# TASK INSTRUCTIONS
When you reproduce the data, keep every word exactly as it stands and leave the pictures out.

Start of THE INPUT

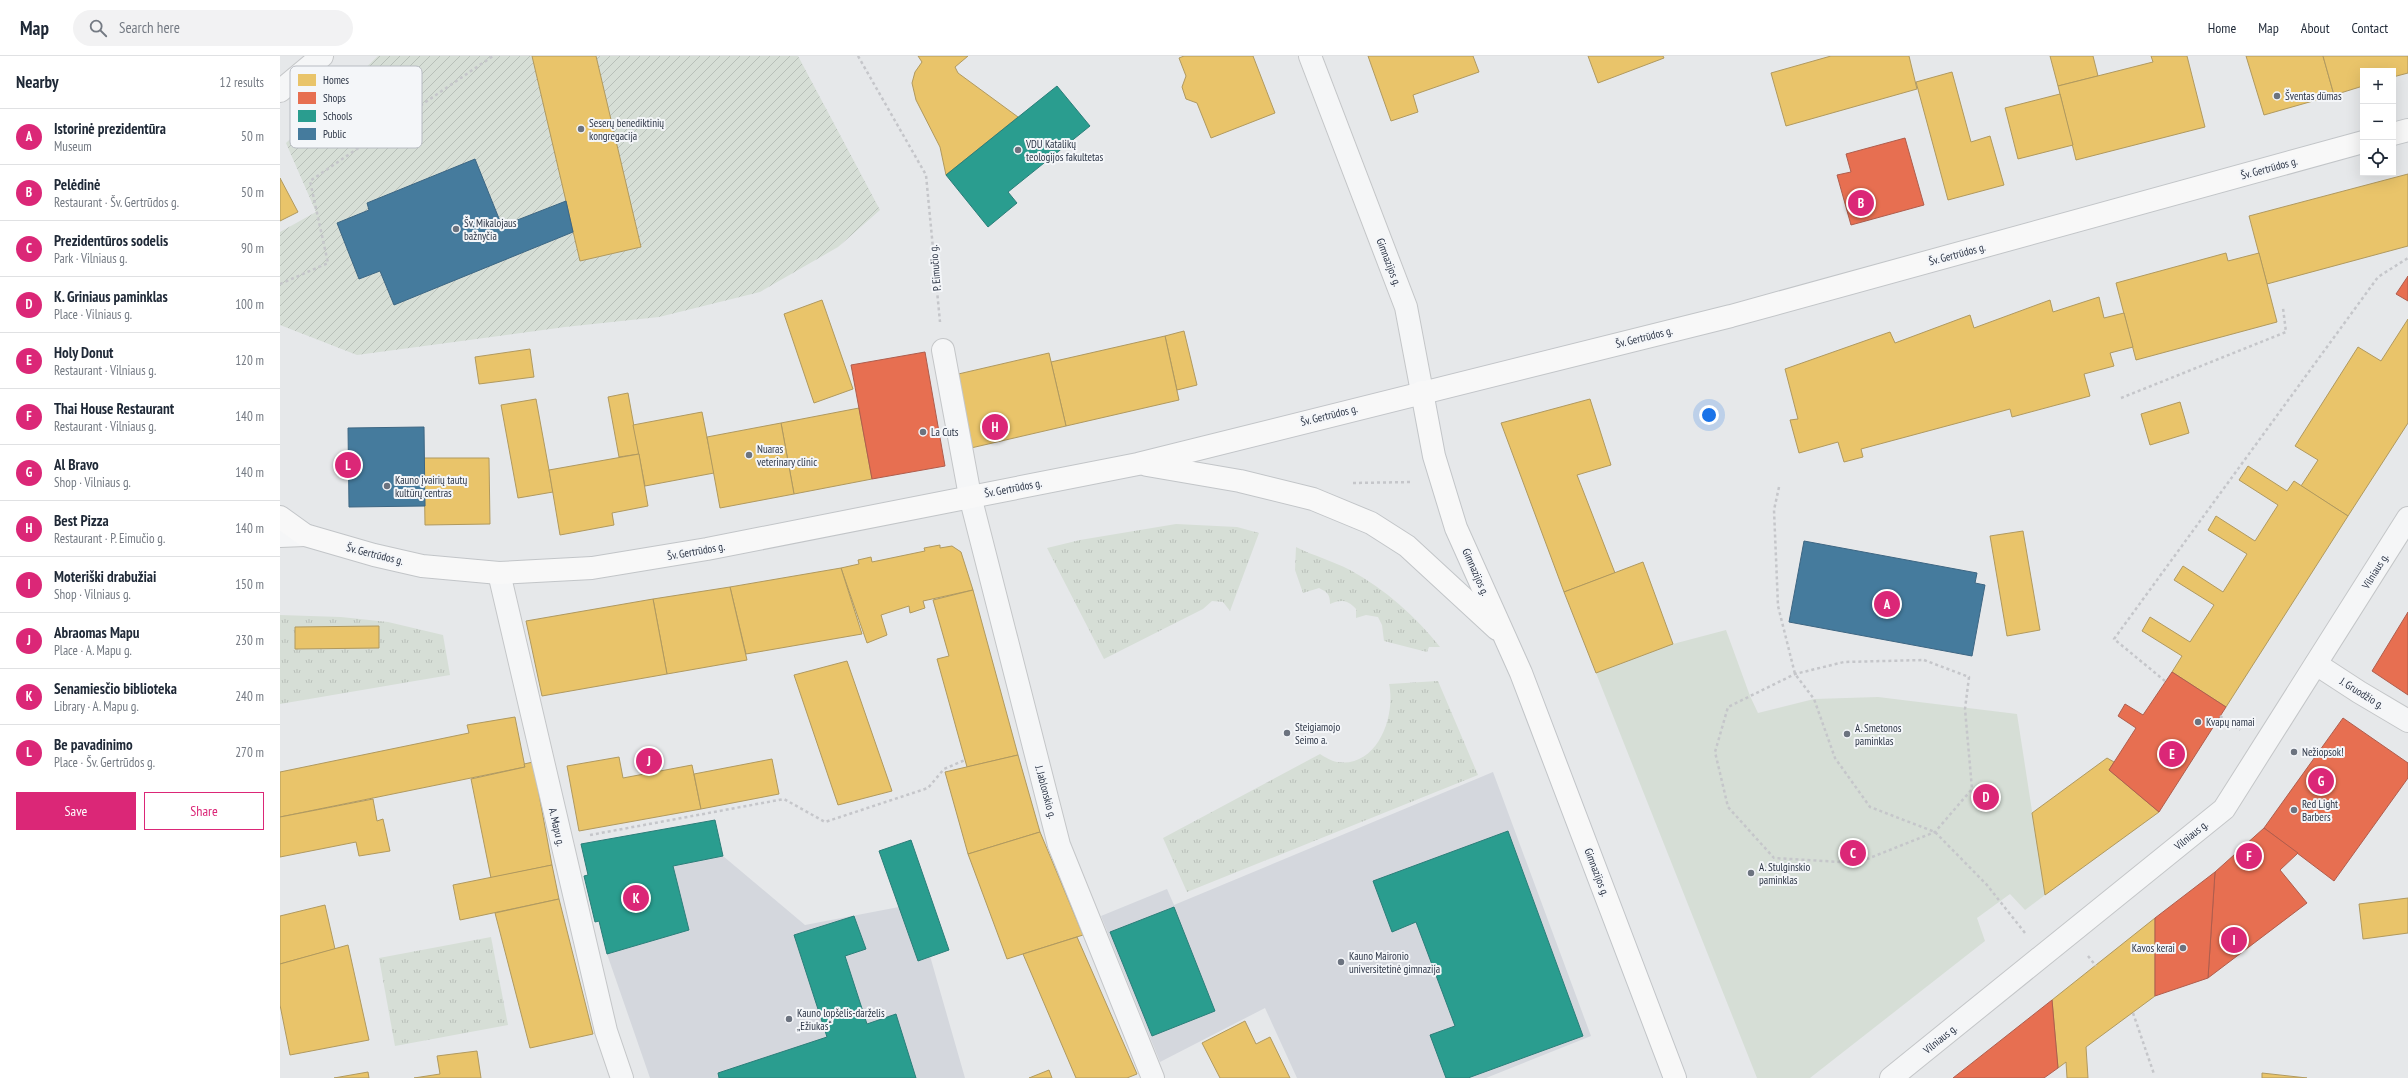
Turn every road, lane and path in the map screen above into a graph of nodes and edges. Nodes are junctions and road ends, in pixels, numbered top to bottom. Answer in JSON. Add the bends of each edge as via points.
{"nodes":[{"id":1,"x":322,"y":56,"type":"edge"},
{"id":2,"x":493,"y":56,"type":"edge"},
{"id":3,"x":858,"y":56,"type":"edge"},
{"id":4,"x":1310,"y":56,"type":"edge"},
{"id":5,"x":310,"y":66,"type":"edge"},
{"id":6,"x":290,"y":83,"type":"edge"},
{"id":7,"x":280,"y":91,"type":"edge"},
{"id":8,"x":422,"y":104,"type":"edge"},
{"id":9,"x":2408,"y":130,"type":"edge"},
{"id":10,"x":2396,"y":133,"type":"edge"},
{"id":11,"x":2360,"y":143,"type":"edge"},
{"id":12,"x":358,"y":148,"type":"edge"},
{"id":13,"x":2408,"y":258,"type":"edge"},
{"id":14,"x":280,"y":284,"type":"edge"},
{"id":15,"x":2283,"y":308,"type":"dead end"},
{"id":16,"x":942,"y":350,"type":"joint"},
{"id":17,"x":1422,"y":392,"type":"junction"},
{"id":18,"x":2121,"y":398,"type":"dead end"},
{"id":19,"x":1138,"y":464,"type":"junction"},
{"id":20,"x":1440,"y":481,"type":"junction"},
{"id":21,"x":1779,"y":487,"type":"dead end"},
{"id":22,"x":970,"y":496,"type":"junction"},
{"id":23,"x":1333,"y":508,"type":"junction"},
{"id":24,"x":280,"y":517,"type":"edge"},
{"id":25,"x":2408,"y":518,"type":"edge"},
{"id":26,"x":305,"y":535,"type":"junction"},
{"id":27,"x":280,"y":536,"type":"edge"},
{"id":28,"x":499,"y":573,"type":"junction"},
{"id":29,"x":1503,"y":633,"type":"junction"},
{"id":30,"x":2316,"y":664,"type":"junction"},
{"id":31,"x":1795,"y":674,"type":"junction"},
{"id":32,"x":2165,"y":681,"type":"dead end"},
{"id":33,"x":2408,"y":721,"type":"edge"},
{"id":34,"x":965,"y":760,"type":"dead end"},
{"id":35,"x":1935,"y":832,"type":"junction"},
{"id":36,"x":560,"y":841,"type":"junction"},
{"id":37,"x":2043,"y":955,"type":"junction"},
{"id":38,"x":2133,"y":1013,"type":"dead end"},
{"id":39,"x":2154,"y":1074,"type":"dead end"},
{"id":40,"x":622,"y":1078,"type":"edge"},
{"id":41,"x":1153,"y":1078,"type":"edge"},
{"id":42,"x":1675,"y":1078,"type":"edge"},
{"id":43,"x":1892,"y":1078,"type":"edge"}],
"edges":[{"from":1,"to":5,"type":"street"},
{"from":2,"to":8,"type":"path"},
{"from":3,"to":16,"type":"path","name":"P. Eimučio g.","via":[[926,175]]},
{"from":4,"to":17,"type":"street","name":"Gimnazijos g.","via":[[1406,307]]},
{"from":6,"to":7,"type":"street"},
{"from":9,"to":10,"type":"main road"},
{"from":11,"to":17,"type":"main road","name":"Šv. Gertrūdos g.","via":[[1731,316]]},
{"from":12,"to":14,"type":"path","via":[[310,181],[328,263]]},
{"from":13,"to":32,"type":"path","via":[[2378,277],[2114,639]]},
{"from":15,"to":18,"type":"path","via":[[2286,332]]},
{"from":16,"to":22,"type":"street"},
{"from":17,"to":19,"type":"main road","name":"Šv. Gertrūdos g."},
{"from":17,"to":20,"type":"main road","name":"Gimnazijos g."},
{"from":19,"to":22,"type":"main road","name":"Šv. Gertrūdos g."},
{"from":19,"to":23,"type":"main road","via":[[1240,481],[1313,499]]},
{"from":20,"to":23,"type":"path","via":[[1344,484]]},
{"from":20,"to":29,"type":"main road","name":"Gimnazijos g.","via":[[1456,528]]},
{"from":21,"to":31,"type":"path","via":[[1774,510],[1778,606]]},
{"from":22,"to":28,"type":"main road","name":"Šv. Gertrūdos g.","via":[[707,549],[615,564],[552,571]]},
{"from":22,"to":41,"type":"street","name":"J. Jablonskio g.","via":[[1059,845]]},
{"from":23,"to":29,"type":"main road","via":[[1371,523],[1407,546]]},
{"from":24,"to":26,"type":"main road"},
{"from":25,"to":30,"type":"street","name":"Vilniaus g."},
{"from":26,"to":27,"type":"street","name":"Šv. Gertrūdos g."},
{"from":26,"to":28,"type":"main road","name":"Šv. Gertrūdos g.","via":[[422,566]]},
{"from":28,"to":36,"type":"street","name":"A. Mapu g."},
{"from":29,"to":42,"type":"main road","name":"Gimnazijos g.","via":[[1537,715]]},
{"from":30,"to":33,"type":"street","name":"J. Gruodžio g."},
{"from":30,"to":37,"type":"street","name":"Vilniaus g.","via":[[2224,809]]},
{"from":31,"to":35,"type":"path","via":[[1814,699],[1835,758],[1870,807]]},
{"from":31,"to":35,"type":"path","via":[[1844,662],[1924,660],[1970,677],[1965,709],[1972,789]]},
{"from":31,"to":35,"type":"path","via":[[1728,707],[1716,752],[1728,807],[1774,858],[1858,863]]},
{"from":34,"to":36,"type":"path","via":[[944,769],[928,788],[825,822],[784,800]]},
{"from":35,"to":37,"type":"path","via":[[1987,885]]},
{"from":36,"to":40,"type":"street","name":"A. Mapu g.","via":[[606,1031]]},
{"from":37,"to":43,"type":"street","name":"Vilniaus g."},
{"from":38,"to":39,"type":"path"}]}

End of THE INPUT

# ANSWER BELOW
Turn every road, lane and path in the map screen above into a graph of nodes and edges. Nodes are junctions and road ends, in pixels, numbered top to bottom. Answer in JSON. Add the bends of each edge as via points.
{"nodes":[{"id":1,"x":322,"y":56,"type":"edge"},
{"id":2,"x":493,"y":56,"type":"edge"},
{"id":3,"x":858,"y":56,"type":"edge"},
{"id":4,"x":1310,"y":56,"type":"edge"},
{"id":5,"x":310,"y":66,"type":"edge"},
{"id":6,"x":290,"y":83,"type":"edge"},
{"id":7,"x":280,"y":91,"type":"edge"},
{"id":8,"x":422,"y":104,"type":"edge"},
{"id":9,"x":2408,"y":130,"type":"edge"},
{"id":10,"x":2396,"y":133,"type":"edge"},
{"id":11,"x":2360,"y":143,"type":"edge"},
{"id":12,"x":358,"y":148,"type":"edge"},
{"id":13,"x":2408,"y":258,"type":"edge"},
{"id":14,"x":280,"y":284,"type":"edge"},
{"id":15,"x":2283,"y":308,"type":"dead end"},
{"id":16,"x":942,"y":350,"type":"joint"},
{"id":17,"x":1422,"y":392,"type":"junction"},
{"id":18,"x":2121,"y":398,"type":"dead end"},
{"id":19,"x":1138,"y":464,"type":"junction"},
{"id":20,"x":1440,"y":481,"type":"junction"},
{"id":21,"x":1779,"y":487,"type":"dead end"},
{"id":22,"x":970,"y":496,"type":"junction"},
{"id":23,"x":1333,"y":508,"type":"junction"},
{"id":24,"x":280,"y":517,"type":"edge"},
{"id":25,"x":2408,"y":518,"type":"edge"},
{"id":26,"x":305,"y":535,"type":"junction"},
{"id":27,"x":280,"y":536,"type":"edge"},
{"id":28,"x":499,"y":573,"type":"junction"},
{"id":29,"x":1503,"y":633,"type":"junction"},
{"id":30,"x":2316,"y":664,"type":"junction"},
{"id":31,"x":1795,"y":674,"type":"junction"},
{"id":32,"x":2165,"y":681,"type":"dead end"},
{"id":33,"x":2408,"y":721,"type":"edge"},
{"id":34,"x":965,"y":760,"type":"dead end"},
{"id":35,"x":1935,"y":832,"type":"junction"},
{"id":36,"x":560,"y":841,"type":"junction"},
{"id":37,"x":2043,"y":955,"type":"junction"},
{"id":38,"x":2133,"y":1013,"type":"dead end"},
{"id":39,"x":2154,"y":1074,"type":"dead end"},
{"id":40,"x":622,"y":1078,"type":"edge"},
{"id":41,"x":1153,"y":1078,"type":"edge"},
{"id":42,"x":1675,"y":1078,"type":"edge"},
{"id":43,"x":1892,"y":1078,"type":"edge"}],
"edges":[{"from":1,"to":5,"type":"street"},
{"from":2,"to":8,"type":"path"},
{"from":3,"to":16,"type":"path","name":"P. Eimučio g.","via":[[926,175]]},
{"from":4,"to":17,"type":"street","name":"Gimnazijos g.","via":[[1406,307]]},
{"from":6,"to":7,"type":"street"},
{"from":9,"to":10,"type":"main road"},
{"from":11,"to":17,"type":"main road","name":"Šv. Gertrūdos g.","via":[[1731,316]]},
{"from":12,"to":14,"type":"path","via":[[310,181],[328,263]]},
{"from":13,"to":32,"type":"path","via":[[2378,277],[2114,639]]},
{"from":15,"to":18,"type":"path","via":[[2286,332]]},
{"from":16,"to":22,"type":"street"},
{"from":17,"to":19,"type":"main road","name":"Šv. Gertrūdos g."},
{"from":17,"to":20,"type":"main road","name":"Gimnazijos g."},
{"from":19,"to":22,"type":"main road","name":"Šv. Gertrūdos g."},
{"from":19,"to":23,"type":"main road","via":[[1240,481],[1313,499]]},
{"from":20,"to":23,"type":"path","via":[[1344,484]]},
{"from":20,"to":29,"type":"main road","name":"Gimnazijos g.","via":[[1456,528]]},
{"from":21,"to":31,"type":"path","via":[[1774,510],[1778,606]]},
{"from":22,"to":28,"type":"main road","name":"Šv. Gertrūdos g.","via":[[707,549],[615,564],[552,571]]},
{"from":22,"to":41,"type":"street","name":"J. Jablonskio g.","via":[[1059,845]]},
{"from":23,"to":29,"type":"main road","via":[[1371,523],[1407,546]]},
{"from":24,"to":26,"type":"main road"},
{"from":25,"to":30,"type":"street","name":"Vilniaus g."},
{"from":26,"to":27,"type":"street","name":"Šv. Gertrūdos g."},
{"from":26,"to":28,"type":"main road","name":"Šv. Gertrūdos g.","via":[[422,566]]},
{"from":28,"to":36,"type":"street","name":"A. Mapu g."},
{"from":29,"to":42,"type":"main road","name":"Gimnazijos g.","via":[[1537,715]]},
{"from":30,"to":33,"type":"street","name":"J. Gruodžio g."},
{"from":30,"to":37,"type":"street","name":"Vilniaus g.","via":[[2224,809]]},
{"from":31,"to":35,"type":"path","via":[[1814,699],[1835,758],[1870,807]]},
{"from":31,"to":35,"type":"path","via":[[1844,662],[1924,660],[1970,677],[1965,709],[1972,789]]},
{"from":31,"to":35,"type":"path","via":[[1728,707],[1716,752],[1728,807],[1774,858],[1858,863]]},
{"from":34,"to":36,"type":"path","via":[[944,769],[928,788],[825,822],[784,800]]},
{"from":35,"to":37,"type":"path","via":[[1987,885]]},
{"from":36,"to":40,"type":"street","name":"A. Mapu g.","via":[[606,1031]]},
{"from":37,"to":43,"type":"street","name":"Vilniaus g."},
{"from":38,"to":39,"type":"path"}]}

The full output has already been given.